- ACTIVITY
The records below must be copied in full; omit the images.

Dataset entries

□ □ □ □

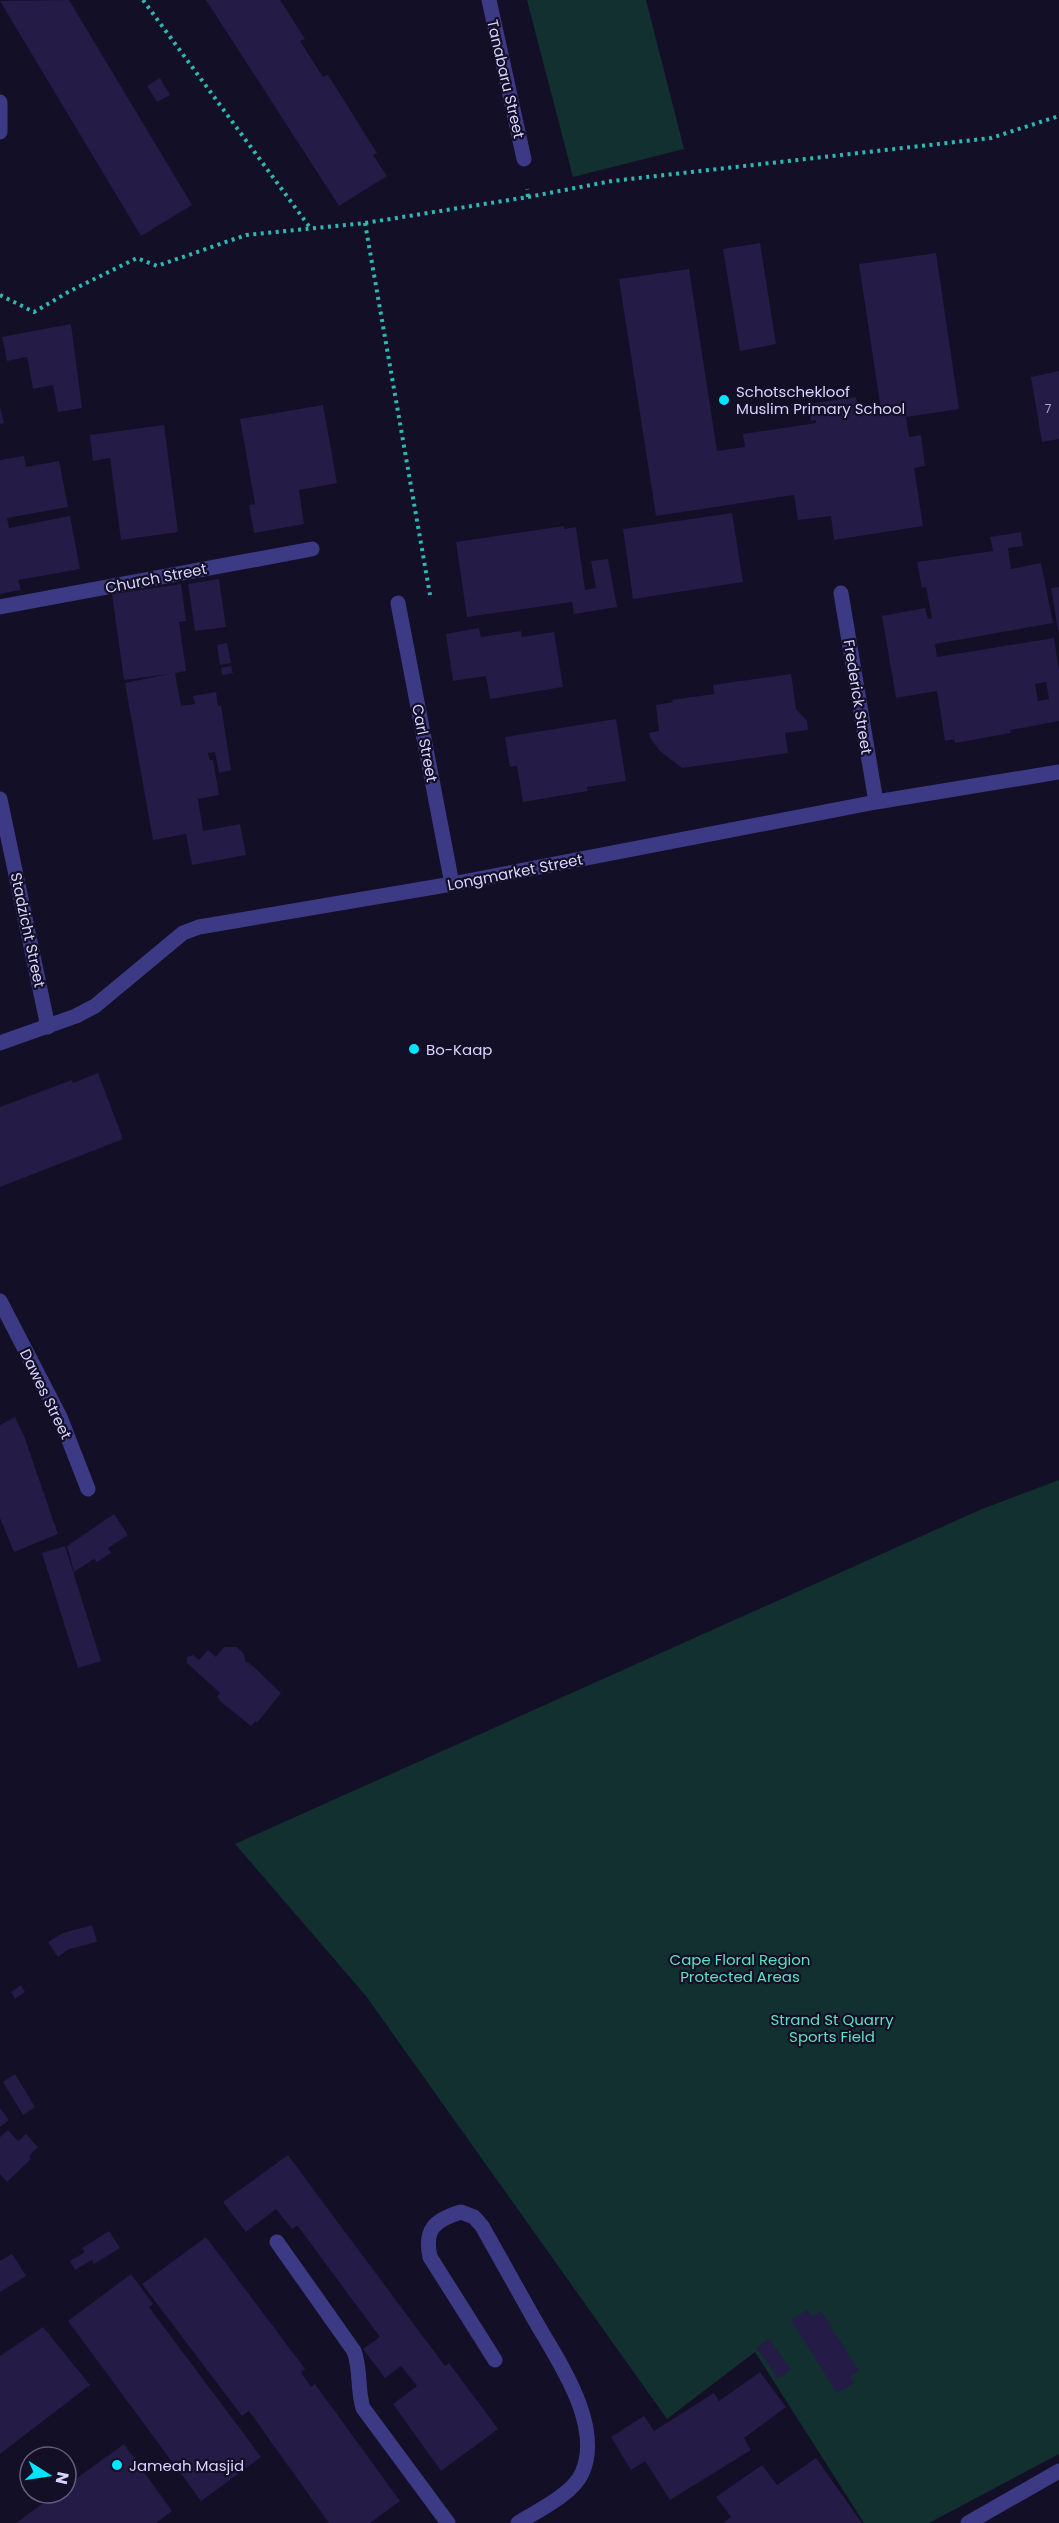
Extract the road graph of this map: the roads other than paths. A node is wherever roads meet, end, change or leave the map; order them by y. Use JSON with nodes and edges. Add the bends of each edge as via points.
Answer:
{"nodes":[{"id":1,"x":489,"y":0,"type":"edge"},
{"id":2,"x":0,"y":102,"type":"edge"},
{"id":3,"x":0,"y":132,"type":"edge"},
{"id":4,"x":524,"y":159,"type":"road end"},
{"id":5,"x":312,"y":549,"type":"dead end"},
{"id":6,"x":841,"y":593,"type":"dead end"},
{"id":7,"x":398,"y":603,"type":"road end"},
{"id":8,"x":0,"y":607,"type":"edge"},
{"id":9,"x":1059,"y":772,"type":"edge"},
{"id":10,"x":0,"y":799,"type":"edge"},
{"id":11,"x":876,"y":802,"type":"junction"},
{"id":12,"x":452,"y":884,"type":"junction"},
{"id":13,"x":48,"y":1027,"type":"junction"},
{"id":14,"x":0,"y":1042,"type":"edge"},
{"id":15,"x":0,"y":1301,"type":"edge"},
{"id":16,"x":88,"y":1489,"type":"dead end"},
{"id":17,"x":277,"y":2242,"type":"dead end"},
{"id":18,"x":495,"y":2360,"type":"dead end"},
{"id":19,"x":1059,"y":2470,"type":"edge"},
{"id":20,"x":448,"y":2523,"type":"edge"},
{"id":21,"x":518,"y":2523,"type":"edge"},
{"id":22,"x":968,"y":2523,"type":"edge"}],
"edges":[{"from":1,"to":4,"type":"street","name":"Tanabaru Street"},
{"from":2,"to":3,"type":"street"},
{"from":5,"to":8,"type":"street","name":"Church Street"},
{"from":6,"to":11,"type":"street","name":"Frederick Street"},
{"from":7,"to":12,"type":"street","name":"Carl Street"},
{"from":9,"to":11,"type":"street","name":"Longmarket Street"},
{"from":10,"to":13,"type":"street","name":"Stadzicht Street"},
{"from":11,"to":12,"type":"street","name":"Longmarket Street"},
{"from":12,"to":13,"type":"street","name":"Longmarket Street","via":[[199,927],[183,933],[94,1006]]},
{"from":13,"to":14,"type":"street","name":"Longmarket Street"},
{"from":15,"to":16,"type":"street","name":"Dawes Street","via":[[60,1417]]},
{"from":17,"to":20,"type":"street","via":[[354,2350],[363,2408]]},
{"from":18,"to":21,"type":"street","via":[[430,2258],[427,2241],[432,2227],[449,2215],[460,2212],[474,2217],[482,2226],[572,2386],[586,2435],[587,2456],[573,2487]]},
{"from":19,"to":22,"type":"street"}]}
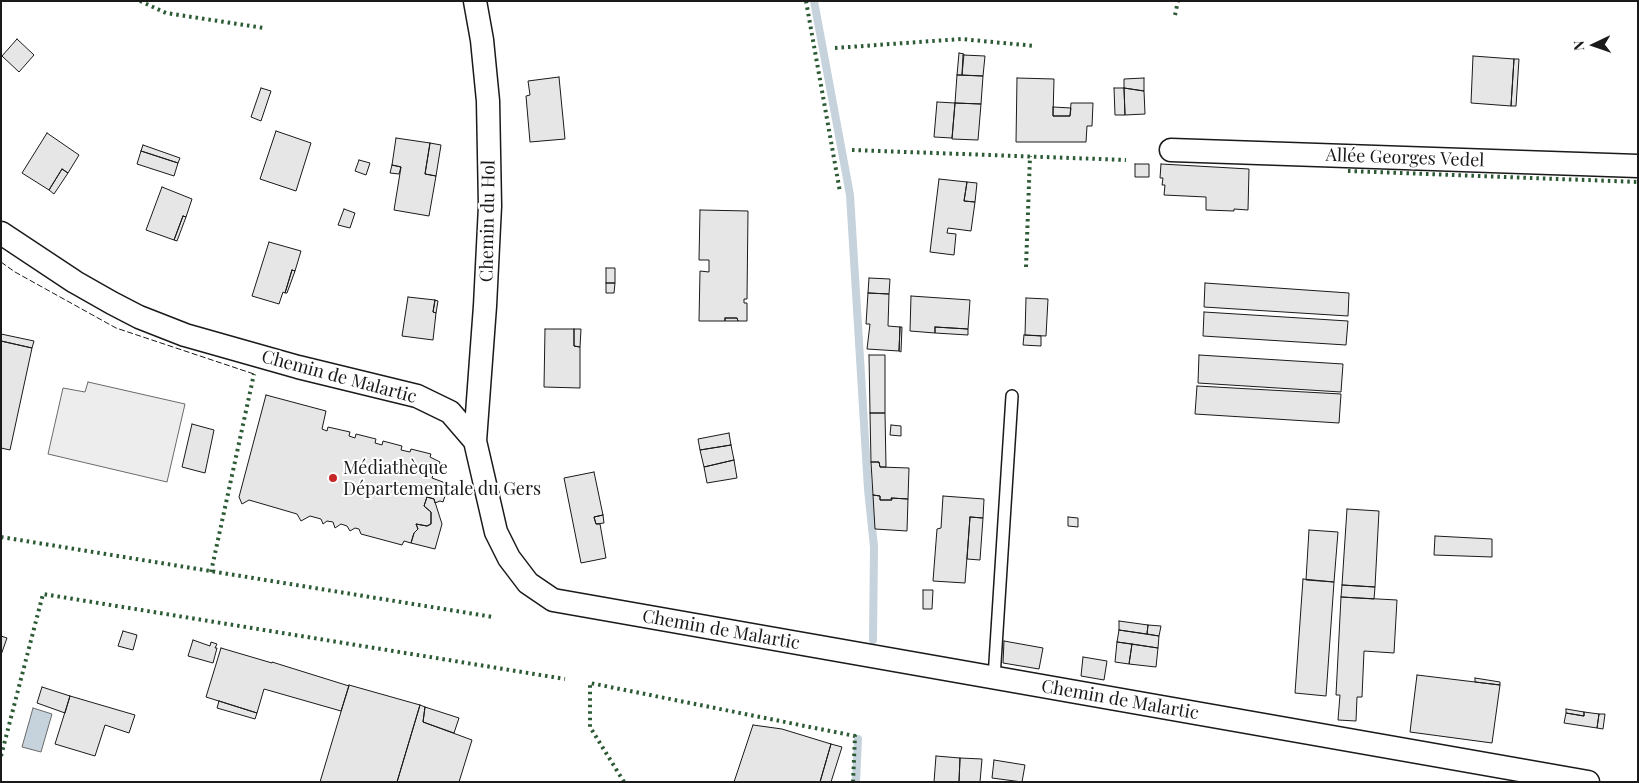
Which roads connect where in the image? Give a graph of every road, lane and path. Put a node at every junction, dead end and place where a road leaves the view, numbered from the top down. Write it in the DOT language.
graph roads {
  1 [pos="475,1"];
  2 [pos="1171,150"];
  3 [pos="1638,166"];
  4 [pos="1,233"];
  5 [pos="1012,396"];
  6 [pos="475,441"];
  7 [pos="994,678"];
  8 [pos="1588,782"];
  1 -- 6 [label="street, Chemin du Hol"];
  2 -- 3 [label="street, Allée Georges Vedel"];
  4 -- 6 [label="street, Chemin de Malartic"];
  5 -- 7 [label="lane"];
  6 -- 7 [label="street, Chemin de Malartic"];
  7 -- 8 [label="street, Chemin de Malartic"];
}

□ □ □ □

- OUTPUT BELOW
Extract the road graph of this map: the roads other than paths. A node is wherever roads meet, end, change or leave the map; order them by y. Use JSON with nodes and edges. Add the bends of each edge as via points.
Answer:
{"nodes":[{"id":1,"x":489,"y":0,"type":"edge"},
{"id":2,"x":0,"y":102,"type":"edge"},
{"id":3,"x":0,"y":132,"type":"edge"},
{"id":4,"x":524,"y":159,"type":"road end"},
{"id":5,"x":312,"y":549,"type":"dead end"},
{"id":6,"x":841,"y":593,"type":"dead end"},
{"id":7,"x":398,"y":603,"type":"road end"},
{"id":8,"x":0,"y":607,"type":"edge"},
{"id":9,"x":1059,"y":772,"type":"edge"},
{"id":10,"x":0,"y":799,"type":"edge"},
{"id":11,"x":876,"y":802,"type":"junction"},
{"id":12,"x":452,"y":884,"type":"junction"},
{"id":13,"x":48,"y":1027,"type":"junction"},
{"id":14,"x":0,"y":1042,"type":"edge"},
{"id":15,"x":0,"y":1301,"type":"edge"},
{"id":16,"x":88,"y":1489,"type":"dead end"},
{"id":17,"x":277,"y":2242,"type":"dead end"},
{"id":18,"x":495,"y":2360,"type":"dead end"},
{"id":19,"x":1059,"y":2470,"type":"edge"},
{"id":20,"x":448,"y":2523,"type":"edge"},
{"id":21,"x":518,"y":2523,"type":"edge"},
{"id":22,"x":968,"y":2523,"type":"edge"}],
"edges":[{"from":1,"to":4,"type":"street","name":"Tanabaru Street"},
{"from":2,"to":3,"type":"street"},
{"from":5,"to":8,"type":"street","name":"Church Street"},
{"from":6,"to":11,"type":"street","name":"Frederick Street"},
{"from":7,"to":12,"type":"street","name":"Carl Street"},
{"from":9,"to":11,"type":"street","name":"Longmarket Street"},
{"from":10,"to":13,"type":"street","name":"Stadzicht Street"},
{"from":11,"to":12,"type":"street","name":"Longmarket Street"},
{"from":12,"to":13,"type":"street","name":"Longmarket Street","via":[[199,927],[183,933],[94,1006]]},
{"from":13,"to":14,"type":"street","name":"Longmarket Street"},
{"from":15,"to":16,"type":"street","name":"Dawes Street","via":[[60,1417]]},
{"from":17,"to":20,"type":"street","via":[[354,2350],[363,2408]]},
{"from":18,"to":21,"type":"street","via":[[430,2258],[427,2241],[432,2227],[449,2215],[460,2212],[474,2217],[482,2226],[572,2386],[586,2435],[587,2456],[573,2487]]},
{"from":19,"to":22,"type":"street"}]}
Which roads connect where in the image? Give a graph of every road, lane and path. Put a node at every junction, dead end and place where a road leaves the view, numbered from the top down. Write it in the DOT language.
graph roads {
  1 [pos="475,1"];
  2 [pos="1171,150"];
  3 [pos="1638,166"];
  4 [pos="1,233"];
  5 [pos="1012,396"];
  6 [pos="475,441"];
  7 [pos="994,678"];
  8 [pos="1588,782"];
  1 -- 6 [label="street, Chemin du Hol"];
  2 -- 3 [label="street, Allée Georges Vedel"];
  4 -- 6 [label="street, Chemin de Malartic"];
  5 -- 7 [label="lane"];
  6 -- 7 [label="street, Chemin de Malartic"];
  7 -- 8 [label="street, Chemin de Malartic"];
}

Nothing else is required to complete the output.